Saved entries:
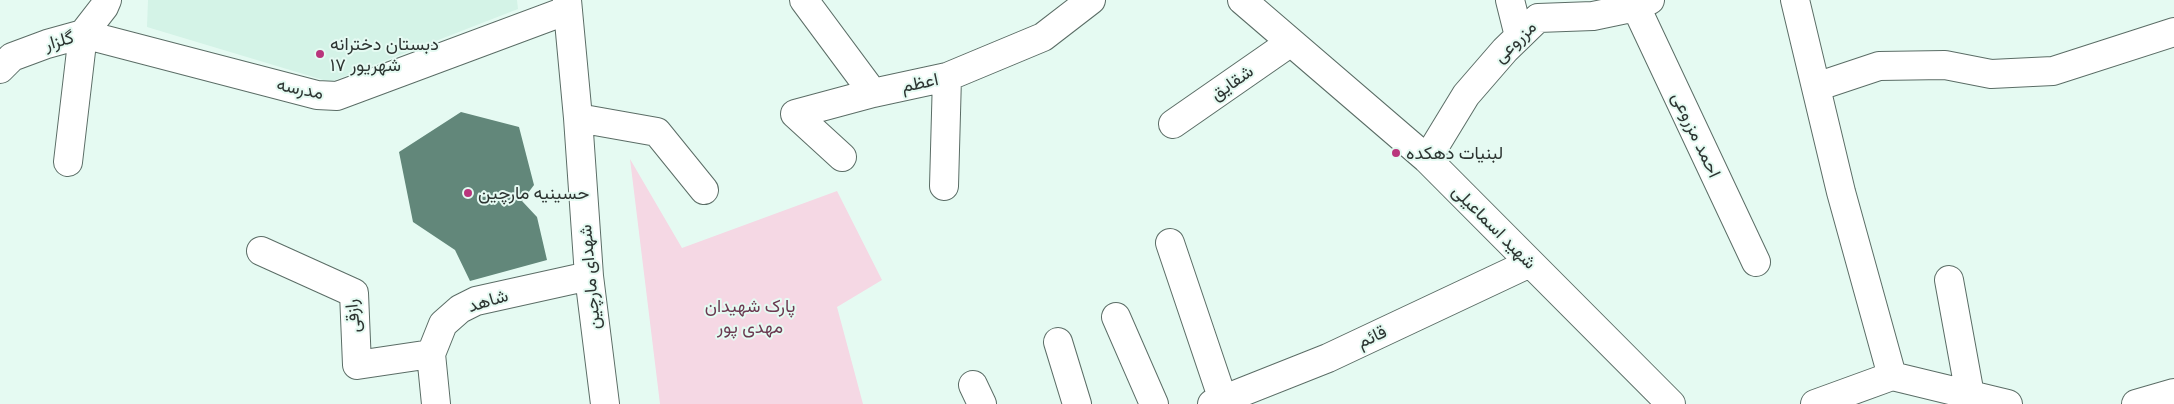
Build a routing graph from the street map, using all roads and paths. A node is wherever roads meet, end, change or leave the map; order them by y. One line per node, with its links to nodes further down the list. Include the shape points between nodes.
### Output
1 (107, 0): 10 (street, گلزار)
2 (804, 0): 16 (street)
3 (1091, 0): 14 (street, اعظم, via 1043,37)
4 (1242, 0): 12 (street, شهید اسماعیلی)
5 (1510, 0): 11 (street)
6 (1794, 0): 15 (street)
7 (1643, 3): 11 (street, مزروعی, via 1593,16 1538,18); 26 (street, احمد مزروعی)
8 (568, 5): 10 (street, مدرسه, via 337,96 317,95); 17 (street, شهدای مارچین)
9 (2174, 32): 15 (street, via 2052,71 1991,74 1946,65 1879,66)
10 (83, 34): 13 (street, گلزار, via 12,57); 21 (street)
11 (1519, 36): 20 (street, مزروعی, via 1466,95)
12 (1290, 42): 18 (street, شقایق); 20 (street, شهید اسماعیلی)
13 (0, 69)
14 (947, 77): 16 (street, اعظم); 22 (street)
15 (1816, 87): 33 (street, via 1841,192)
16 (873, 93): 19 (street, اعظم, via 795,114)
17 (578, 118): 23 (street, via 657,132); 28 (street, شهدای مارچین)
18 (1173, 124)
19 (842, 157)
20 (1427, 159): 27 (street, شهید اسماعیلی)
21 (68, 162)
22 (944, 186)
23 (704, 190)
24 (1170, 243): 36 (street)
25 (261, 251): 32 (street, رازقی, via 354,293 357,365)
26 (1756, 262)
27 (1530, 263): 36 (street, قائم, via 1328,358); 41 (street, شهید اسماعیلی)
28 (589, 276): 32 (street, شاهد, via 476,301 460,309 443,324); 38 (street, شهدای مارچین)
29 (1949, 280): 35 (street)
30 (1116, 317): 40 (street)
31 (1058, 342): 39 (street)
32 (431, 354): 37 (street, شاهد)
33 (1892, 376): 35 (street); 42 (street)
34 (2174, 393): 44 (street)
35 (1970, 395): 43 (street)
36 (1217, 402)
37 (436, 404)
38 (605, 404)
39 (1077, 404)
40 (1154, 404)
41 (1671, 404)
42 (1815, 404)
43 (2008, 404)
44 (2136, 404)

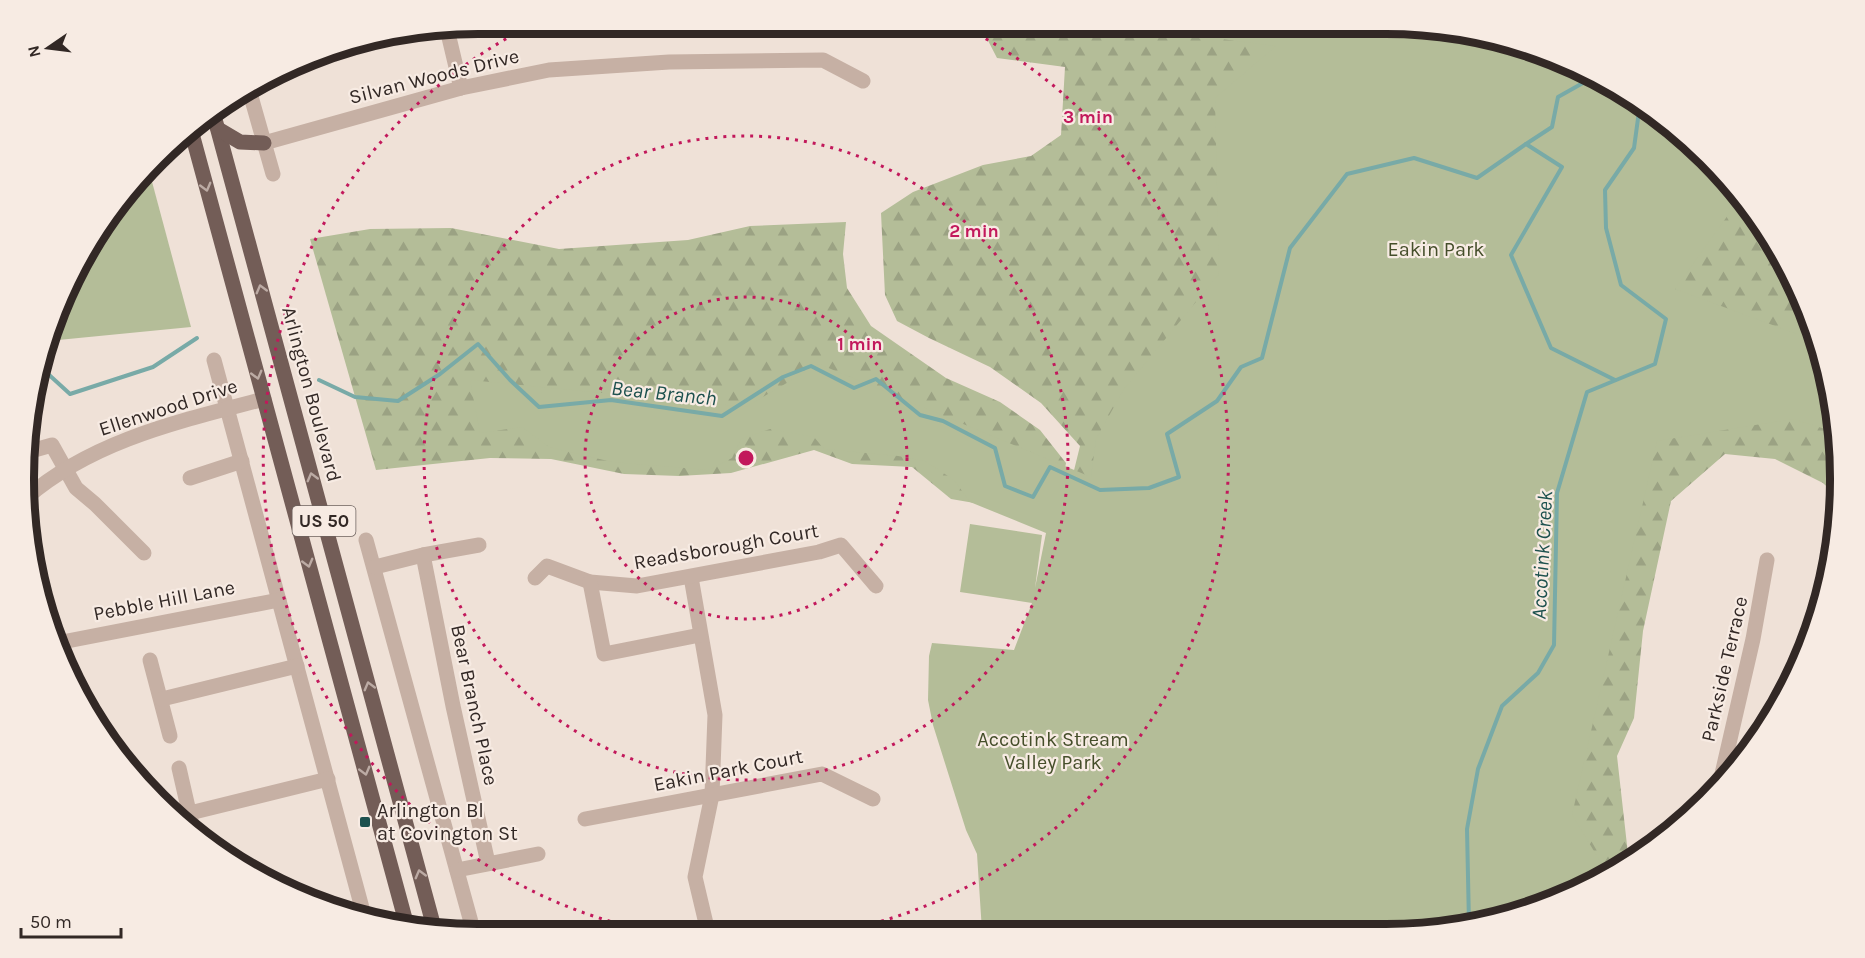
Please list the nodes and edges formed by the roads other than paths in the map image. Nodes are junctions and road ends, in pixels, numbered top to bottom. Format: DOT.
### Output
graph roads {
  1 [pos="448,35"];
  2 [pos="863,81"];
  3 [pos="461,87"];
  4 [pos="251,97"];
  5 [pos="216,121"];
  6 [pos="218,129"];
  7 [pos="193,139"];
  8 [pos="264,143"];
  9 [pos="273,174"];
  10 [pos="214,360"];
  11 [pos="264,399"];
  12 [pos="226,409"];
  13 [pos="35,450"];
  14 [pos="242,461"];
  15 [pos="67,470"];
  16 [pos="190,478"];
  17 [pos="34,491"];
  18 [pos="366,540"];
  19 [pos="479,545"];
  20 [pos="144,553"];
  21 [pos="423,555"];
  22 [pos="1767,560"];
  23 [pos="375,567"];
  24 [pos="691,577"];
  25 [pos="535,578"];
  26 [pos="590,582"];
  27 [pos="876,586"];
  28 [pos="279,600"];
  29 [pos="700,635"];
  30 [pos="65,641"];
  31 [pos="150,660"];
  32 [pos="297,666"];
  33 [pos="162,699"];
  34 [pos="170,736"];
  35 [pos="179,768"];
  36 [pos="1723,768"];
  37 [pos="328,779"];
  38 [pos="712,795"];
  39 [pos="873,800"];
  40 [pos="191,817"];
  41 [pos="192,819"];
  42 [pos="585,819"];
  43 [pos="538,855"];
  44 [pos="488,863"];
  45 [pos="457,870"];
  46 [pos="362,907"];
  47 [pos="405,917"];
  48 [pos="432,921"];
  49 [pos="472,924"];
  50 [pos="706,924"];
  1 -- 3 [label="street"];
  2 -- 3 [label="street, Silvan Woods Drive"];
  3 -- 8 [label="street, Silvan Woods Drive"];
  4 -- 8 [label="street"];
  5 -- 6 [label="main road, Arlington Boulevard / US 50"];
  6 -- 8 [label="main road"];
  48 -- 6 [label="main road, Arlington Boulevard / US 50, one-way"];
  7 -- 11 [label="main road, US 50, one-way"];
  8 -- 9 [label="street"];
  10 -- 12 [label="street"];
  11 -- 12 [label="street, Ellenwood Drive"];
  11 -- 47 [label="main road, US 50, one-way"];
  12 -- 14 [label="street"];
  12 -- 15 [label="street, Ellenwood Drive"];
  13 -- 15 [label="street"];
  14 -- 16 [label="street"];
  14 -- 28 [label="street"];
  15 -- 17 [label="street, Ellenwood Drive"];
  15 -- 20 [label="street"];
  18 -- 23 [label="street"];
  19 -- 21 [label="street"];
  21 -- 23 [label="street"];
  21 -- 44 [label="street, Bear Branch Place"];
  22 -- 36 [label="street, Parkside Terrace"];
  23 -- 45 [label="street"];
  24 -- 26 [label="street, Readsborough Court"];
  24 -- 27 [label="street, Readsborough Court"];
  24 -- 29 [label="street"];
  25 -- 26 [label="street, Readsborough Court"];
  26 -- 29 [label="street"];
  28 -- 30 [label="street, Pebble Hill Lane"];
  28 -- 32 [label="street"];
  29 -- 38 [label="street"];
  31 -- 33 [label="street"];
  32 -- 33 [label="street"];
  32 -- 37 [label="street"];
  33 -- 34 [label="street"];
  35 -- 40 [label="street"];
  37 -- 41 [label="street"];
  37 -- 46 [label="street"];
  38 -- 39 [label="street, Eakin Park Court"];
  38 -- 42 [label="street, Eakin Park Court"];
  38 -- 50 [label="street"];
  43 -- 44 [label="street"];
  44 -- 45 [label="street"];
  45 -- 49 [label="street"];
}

▸ **What the task requires**
Which lines in the records contain the word "شاهد"? Copy each one.

▸ **Your solution**
28 (589, 276): 32 (street, شاهد, via 476,301 460,309 443,324); 38 (street, شهدای مارچین)
32 (431, 354): 37 (street, شاهد)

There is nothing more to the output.